Task objective:
All of the data needs to be repeated exactly.

Collection entries:
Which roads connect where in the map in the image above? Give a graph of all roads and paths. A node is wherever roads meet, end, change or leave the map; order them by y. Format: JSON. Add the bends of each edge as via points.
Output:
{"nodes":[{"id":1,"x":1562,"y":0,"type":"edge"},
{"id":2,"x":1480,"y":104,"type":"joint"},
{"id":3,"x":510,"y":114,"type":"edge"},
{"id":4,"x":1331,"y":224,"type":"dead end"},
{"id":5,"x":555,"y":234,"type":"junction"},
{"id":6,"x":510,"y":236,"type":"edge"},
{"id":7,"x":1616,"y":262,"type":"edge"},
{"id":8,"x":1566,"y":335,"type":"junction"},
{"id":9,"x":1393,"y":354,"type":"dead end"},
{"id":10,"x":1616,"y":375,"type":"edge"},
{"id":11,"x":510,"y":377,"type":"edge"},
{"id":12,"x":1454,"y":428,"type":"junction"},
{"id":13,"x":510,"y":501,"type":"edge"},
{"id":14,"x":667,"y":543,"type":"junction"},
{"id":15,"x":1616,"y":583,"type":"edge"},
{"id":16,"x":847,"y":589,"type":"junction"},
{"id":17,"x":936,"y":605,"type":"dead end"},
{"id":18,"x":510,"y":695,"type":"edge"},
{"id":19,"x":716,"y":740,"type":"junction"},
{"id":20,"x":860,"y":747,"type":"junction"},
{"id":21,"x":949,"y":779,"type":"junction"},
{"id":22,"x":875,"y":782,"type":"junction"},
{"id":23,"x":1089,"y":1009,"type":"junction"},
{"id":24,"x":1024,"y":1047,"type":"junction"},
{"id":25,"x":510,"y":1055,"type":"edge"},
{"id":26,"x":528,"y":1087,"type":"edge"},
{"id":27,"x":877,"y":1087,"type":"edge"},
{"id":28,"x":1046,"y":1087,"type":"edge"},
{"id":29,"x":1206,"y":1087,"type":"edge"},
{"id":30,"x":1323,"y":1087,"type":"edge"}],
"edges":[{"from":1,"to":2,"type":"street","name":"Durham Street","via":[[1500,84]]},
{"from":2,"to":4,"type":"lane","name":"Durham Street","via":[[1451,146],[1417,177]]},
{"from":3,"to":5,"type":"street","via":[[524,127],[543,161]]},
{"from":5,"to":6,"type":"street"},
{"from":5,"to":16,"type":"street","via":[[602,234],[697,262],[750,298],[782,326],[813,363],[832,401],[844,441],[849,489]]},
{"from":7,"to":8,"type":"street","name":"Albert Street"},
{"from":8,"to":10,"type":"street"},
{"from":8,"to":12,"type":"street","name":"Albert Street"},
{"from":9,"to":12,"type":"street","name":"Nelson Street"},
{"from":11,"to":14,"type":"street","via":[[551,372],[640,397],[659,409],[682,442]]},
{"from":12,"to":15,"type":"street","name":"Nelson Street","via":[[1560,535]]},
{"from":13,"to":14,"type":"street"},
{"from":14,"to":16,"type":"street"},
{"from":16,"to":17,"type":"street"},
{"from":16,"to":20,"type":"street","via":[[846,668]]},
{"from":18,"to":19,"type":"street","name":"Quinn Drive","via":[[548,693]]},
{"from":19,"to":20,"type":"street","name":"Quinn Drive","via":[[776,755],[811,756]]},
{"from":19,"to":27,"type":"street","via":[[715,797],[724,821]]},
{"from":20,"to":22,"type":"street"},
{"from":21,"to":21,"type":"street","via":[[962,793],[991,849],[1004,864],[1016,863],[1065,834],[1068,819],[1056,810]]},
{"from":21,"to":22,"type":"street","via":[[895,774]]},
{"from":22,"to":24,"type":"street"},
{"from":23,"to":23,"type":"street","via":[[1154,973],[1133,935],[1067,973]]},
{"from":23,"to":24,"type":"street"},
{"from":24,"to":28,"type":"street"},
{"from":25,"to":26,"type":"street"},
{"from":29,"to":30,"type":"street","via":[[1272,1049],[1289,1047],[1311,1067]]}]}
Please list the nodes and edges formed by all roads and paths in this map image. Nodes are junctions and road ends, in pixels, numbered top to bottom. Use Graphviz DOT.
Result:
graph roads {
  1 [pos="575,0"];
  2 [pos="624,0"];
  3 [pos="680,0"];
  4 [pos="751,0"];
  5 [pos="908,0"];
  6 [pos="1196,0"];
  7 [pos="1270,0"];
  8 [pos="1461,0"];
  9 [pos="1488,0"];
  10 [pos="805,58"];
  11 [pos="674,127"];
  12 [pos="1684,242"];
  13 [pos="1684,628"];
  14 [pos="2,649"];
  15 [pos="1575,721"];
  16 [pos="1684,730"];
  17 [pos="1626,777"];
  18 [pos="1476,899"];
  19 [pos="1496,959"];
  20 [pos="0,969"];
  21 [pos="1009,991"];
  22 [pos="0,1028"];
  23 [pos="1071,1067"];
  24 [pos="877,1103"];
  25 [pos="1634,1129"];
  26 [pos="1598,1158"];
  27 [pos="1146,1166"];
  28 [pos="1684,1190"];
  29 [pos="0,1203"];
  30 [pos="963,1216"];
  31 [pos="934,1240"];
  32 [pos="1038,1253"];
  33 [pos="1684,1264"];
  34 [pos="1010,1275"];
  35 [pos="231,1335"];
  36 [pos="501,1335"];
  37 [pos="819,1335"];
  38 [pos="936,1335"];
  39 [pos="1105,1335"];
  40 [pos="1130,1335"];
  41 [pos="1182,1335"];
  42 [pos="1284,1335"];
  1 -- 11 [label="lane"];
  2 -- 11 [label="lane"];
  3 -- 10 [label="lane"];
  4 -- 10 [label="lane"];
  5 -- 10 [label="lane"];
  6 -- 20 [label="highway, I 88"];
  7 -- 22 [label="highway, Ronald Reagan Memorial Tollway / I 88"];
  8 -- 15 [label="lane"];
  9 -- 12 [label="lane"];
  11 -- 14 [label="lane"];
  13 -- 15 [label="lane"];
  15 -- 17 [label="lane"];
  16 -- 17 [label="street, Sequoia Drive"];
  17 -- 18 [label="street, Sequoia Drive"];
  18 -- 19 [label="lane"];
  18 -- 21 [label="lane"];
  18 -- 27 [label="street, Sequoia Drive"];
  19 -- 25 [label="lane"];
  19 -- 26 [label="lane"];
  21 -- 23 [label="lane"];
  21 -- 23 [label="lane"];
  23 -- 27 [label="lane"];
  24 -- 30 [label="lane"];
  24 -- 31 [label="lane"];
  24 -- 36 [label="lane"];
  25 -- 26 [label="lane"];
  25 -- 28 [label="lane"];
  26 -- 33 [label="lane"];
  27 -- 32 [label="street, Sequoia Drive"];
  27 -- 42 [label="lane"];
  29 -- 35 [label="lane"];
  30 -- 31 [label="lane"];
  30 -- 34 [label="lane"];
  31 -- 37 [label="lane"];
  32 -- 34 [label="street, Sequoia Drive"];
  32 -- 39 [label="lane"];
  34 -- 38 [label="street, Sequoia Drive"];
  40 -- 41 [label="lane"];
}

Result below:
Which roads connect where in the map in the image above? Give a graph of all roads and paths. A node is wherever roads meet, end, change or leave the map; order them by y. Format: JSON. Add the bends of each edge as via points.
Output:
{"nodes":[{"id":1,"x":1562,"y":0,"type":"edge"},
{"id":2,"x":1480,"y":104,"type":"joint"},
{"id":3,"x":510,"y":114,"type":"edge"},
{"id":4,"x":1331,"y":224,"type":"dead end"},
{"id":5,"x":555,"y":234,"type":"junction"},
{"id":6,"x":510,"y":236,"type":"edge"},
{"id":7,"x":1616,"y":262,"type":"edge"},
{"id":8,"x":1566,"y":335,"type":"junction"},
{"id":9,"x":1393,"y":354,"type":"dead end"},
{"id":10,"x":1616,"y":375,"type":"edge"},
{"id":11,"x":510,"y":377,"type":"edge"},
{"id":12,"x":1454,"y":428,"type":"junction"},
{"id":13,"x":510,"y":501,"type":"edge"},
{"id":14,"x":667,"y":543,"type":"junction"},
{"id":15,"x":1616,"y":583,"type":"edge"},
{"id":16,"x":847,"y":589,"type":"junction"},
{"id":17,"x":936,"y":605,"type":"dead end"},
{"id":18,"x":510,"y":695,"type":"edge"},
{"id":19,"x":716,"y":740,"type":"junction"},
{"id":20,"x":860,"y":747,"type":"junction"},
{"id":21,"x":949,"y":779,"type":"junction"},
{"id":22,"x":875,"y":782,"type":"junction"},
{"id":23,"x":1089,"y":1009,"type":"junction"},
{"id":24,"x":1024,"y":1047,"type":"junction"},
{"id":25,"x":510,"y":1055,"type":"edge"},
{"id":26,"x":528,"y":1087,"type":"edge"},
{"id":27,"x":877,"y":1087,"type":"edge"},
{"id":28,"x":1046,"y":1087,"type":"edge"},
{"id":29,"x":1206,"y":1087,"type":"edge"},
{"id":30,"x":1323,"y":1087,"type":"edge"}],
"edges":[{"from":1,"to":2,"type":"street","name":"Durham Street","via":[[1500,84]]},
{"from":2,"to":4,"type":"lane","name":"Durham Street","via":[[1451,146],[1417,177]]},
{"from":3,"to":5,"type":"street","via":[[524,127],[543,161]]},
{"from":5,"to":6,"type":"street"},
{"from":5,"to":16,"type":"street","via":[[602,234],[697,262],[750,298],[782,326],[813,363],[832,401],[844,441],[849,489]]},
{"from":7,"to":8,"type":"street","name":"Albert Street"},
{"from":8,"to":10,"type":"street"},
{"from":8,"to":12,"type":"street","name":"Albert Street"},
{"from":9,"to":12,"type":"street","name":"Nelson Street"},
{"from":11,"to":14,"type":"street","via":[[551,372],[640,397],[659,409],[682,442]]},
{"from":12,"to":15,"type":"street","name":"Nelson Street","via":[[1560,535]]},
{"from":13,"to":14,"type":"street"},
{"from":14,"to":16,"type":"street"},
{"from":16,"to":17,"type":"street"},
{"from":16,"to":20,"type":"street","via":[[846,668]]},
{"from":18,"to":19,"type":"street","name":"Quinn Drive","via":[[548,693]]},
{"from":19,"to":20,"type":"street","name":"Quinn Drive","via":[[776,755],[811,756]]},
{"from":19,"to":27,"type":"street","via":[[715,797],[724,821]]},
{"from":20,"to":22,"type":"street"},
{"from":21,"to":21,"type":"street","via":[[962,793],[991,849],[1004,864],[1016,863],[1065,834],[1068,819],[1056,810]]},
{"from":21,"to":22,"type":"street","via":[[895,774]]},
{"from":22,"to":24,"type":"street"},
{"from":23,"to":23,"type":"street","via":[[1154,973],[1133,935],[1067,973]]},
{"from":23,"to":24,"type":"street"},
{"from":24,"to":28,"type":"street"},
{"from":25,"to":26,"type":"street"},
{"from":29,"to":30,"type":"street","via":[[1272,1049],[1289,1047],[1311,1067]]}]}
Please list the nodes and edges formed by all roads and paths in this map image. Nodes are junctions and road ends, in pixels, numbered top to bottom. Use Graphviz DOT.
Result:
graph roads {
  1 [pos="575,0"];
  2 [pos="624,0"];
  3 [pos="680,0"];
  4 [pos="751,0"];
  5 [pos="908,0"];
  6 [pos="1196,0"];
  7 [pos="1270,0"];
  8 [pos="1461,0"];
  9 [pos="1488,0"];
  10 [pos="805,58"];
  11 [pos="674,127"];
  12 [pos="1684,242"];
  13 [pos="1684,628"];
  14 [pos="2,649"];
  15 [pos="1575,721"];
  16 [pos="1684,730"];
  17 [pos="1626,777"];
  18 [pos="1476,899"];
  19 [pos="1496,959"];
  20 [pos="0,969"];
  21 [pos="1009,991"];
  22 [pos="0,1028"];
  23 [pos="1071,1067"];
  24 [pos="877,1103"];
  25 [pos="1634,1129"];
  26 [pos="1598,1158"];
  27 [pos="1146,1166"];
  28 [pos="1684,1190"];
  29 [pos="0,1203"];
  30 [pos="963,1216"];
  31 [pos="934,1240"];
  32 [pos="1038,1253"];
  33 [pos="1684,1264"];
  34 [pos="1010,1275"];
  35 [pos="231,1335"];
  36 [pos="501,1335"];
  37 [pos="819,1335"];
  38 [pos="936,1335"];
  39 [pos="1105,1335"];
  40 [pos="1130,1335"];
  41 [pos="1182,1335"];
  42 [pos="1284,1335"];
  1 -- 11 [label="lane"];
  2 -- 11 [label="lane"];
  3 -- 10 [label="lane"];
  4 -- 10 [label="lane"];
  5 -- 10 [label="lane"];
  6 -- 20 [label="highway, I 88"];
  7 -- 22 [label="highway, Ronald Reagan Memorial Tollway / I 88"];
  8 -- 15 [label="lane"];
  9 -- 12 [label="lane"];
  11 -- 14 [label="lane"];
  13 -- 15 [label="lane"];
  15 -- 17 [label="lane"];
  16 -- 17 [label="street, Sequoia Drive"];
  17 -- 18 [label="street, Sequoia Drive"];
  18 -- 19 [label="lane"];
  18 -- 21 [label="lane"];
  18 -- 27 [label="street, Sequoia Drive"];
  19 -- 25 [label="lane"];
  19 -- 26 [label="lane"];
  21 -- 23 [label="lane"];
  21 -- 23 [label="lane"];
  23 -- 27 [label="lane"];
  24 -- 30 [label="lane"];
  24 -- 31 [label="lane"];
  24 -- 36 [label="lane"];
  25 -- 26 [label="lane"];
  25 -- 28 [label="lane"];
  26 -- 33 [label="lane"];
  27 -- 32 [label="street, Sequoia Drive"];
  27 -- 42 [label="lane"];
  29 -- 35 [label="lane"];
  30 -- 31 [label="lane"];
  30 -- 34 [label="lane"];
  31 -- 37 [label="lane"];
  32 -- 34 [label="street, Sequoia Drive"];
  32 -- 39 [label="lane"];
  34 -- 38 [label="street, Sequoia Drive"];
  40 -- 41 [label="lane"];
}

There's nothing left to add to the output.